(Excerpts from a dataset)
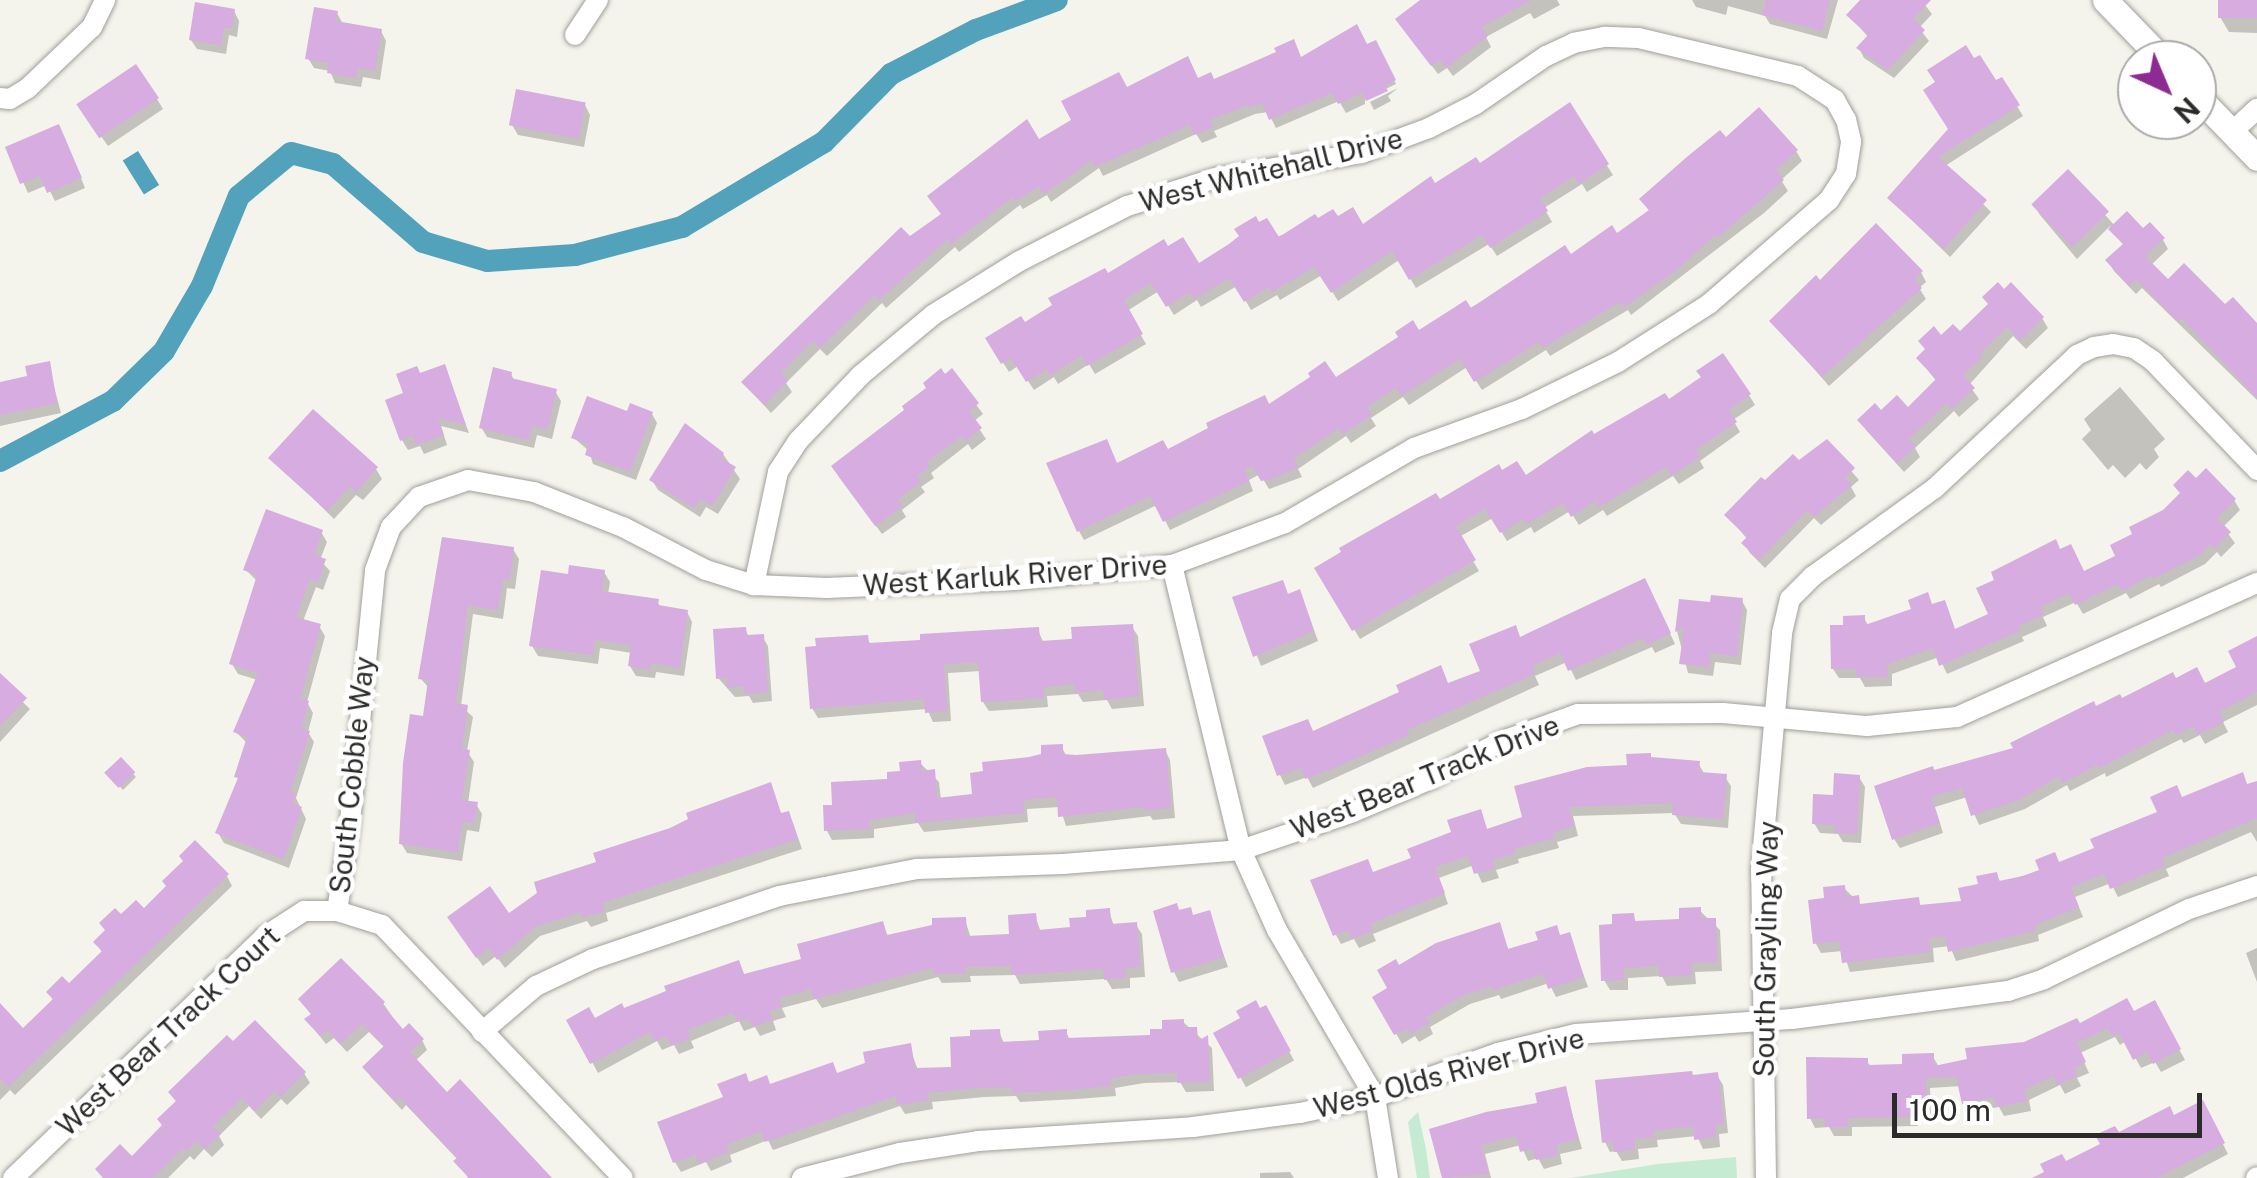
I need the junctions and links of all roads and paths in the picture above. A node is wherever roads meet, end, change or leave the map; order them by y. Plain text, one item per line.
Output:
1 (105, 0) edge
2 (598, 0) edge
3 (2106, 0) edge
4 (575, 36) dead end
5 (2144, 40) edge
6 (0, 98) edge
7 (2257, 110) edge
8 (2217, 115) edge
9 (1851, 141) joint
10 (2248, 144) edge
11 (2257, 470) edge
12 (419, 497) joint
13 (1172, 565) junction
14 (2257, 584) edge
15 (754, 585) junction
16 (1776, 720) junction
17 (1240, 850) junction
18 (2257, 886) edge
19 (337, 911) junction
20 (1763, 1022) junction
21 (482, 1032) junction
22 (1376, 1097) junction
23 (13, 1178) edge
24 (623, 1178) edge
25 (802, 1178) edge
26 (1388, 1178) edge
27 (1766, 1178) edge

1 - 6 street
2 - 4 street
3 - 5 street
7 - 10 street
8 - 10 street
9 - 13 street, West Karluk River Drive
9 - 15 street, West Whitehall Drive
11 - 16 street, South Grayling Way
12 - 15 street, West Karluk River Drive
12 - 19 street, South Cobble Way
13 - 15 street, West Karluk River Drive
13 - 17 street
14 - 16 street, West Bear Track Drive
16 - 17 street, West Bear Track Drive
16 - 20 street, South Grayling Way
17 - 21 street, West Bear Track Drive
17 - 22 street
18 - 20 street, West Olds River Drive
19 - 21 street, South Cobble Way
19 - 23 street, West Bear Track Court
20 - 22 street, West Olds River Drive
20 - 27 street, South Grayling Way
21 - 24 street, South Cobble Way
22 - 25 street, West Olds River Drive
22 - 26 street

Description of the task
Copy all lines above containing the string "South".

Response for this exercise
11 - 16 street, South Grayling Way
12 - 19 street, South Cobble Way
16 - 20 street, South Grayling Way
19 - 21 street, South Cobble Way
20 - 27 street, South Grayling Way
21 - 24 street, South Cobble Way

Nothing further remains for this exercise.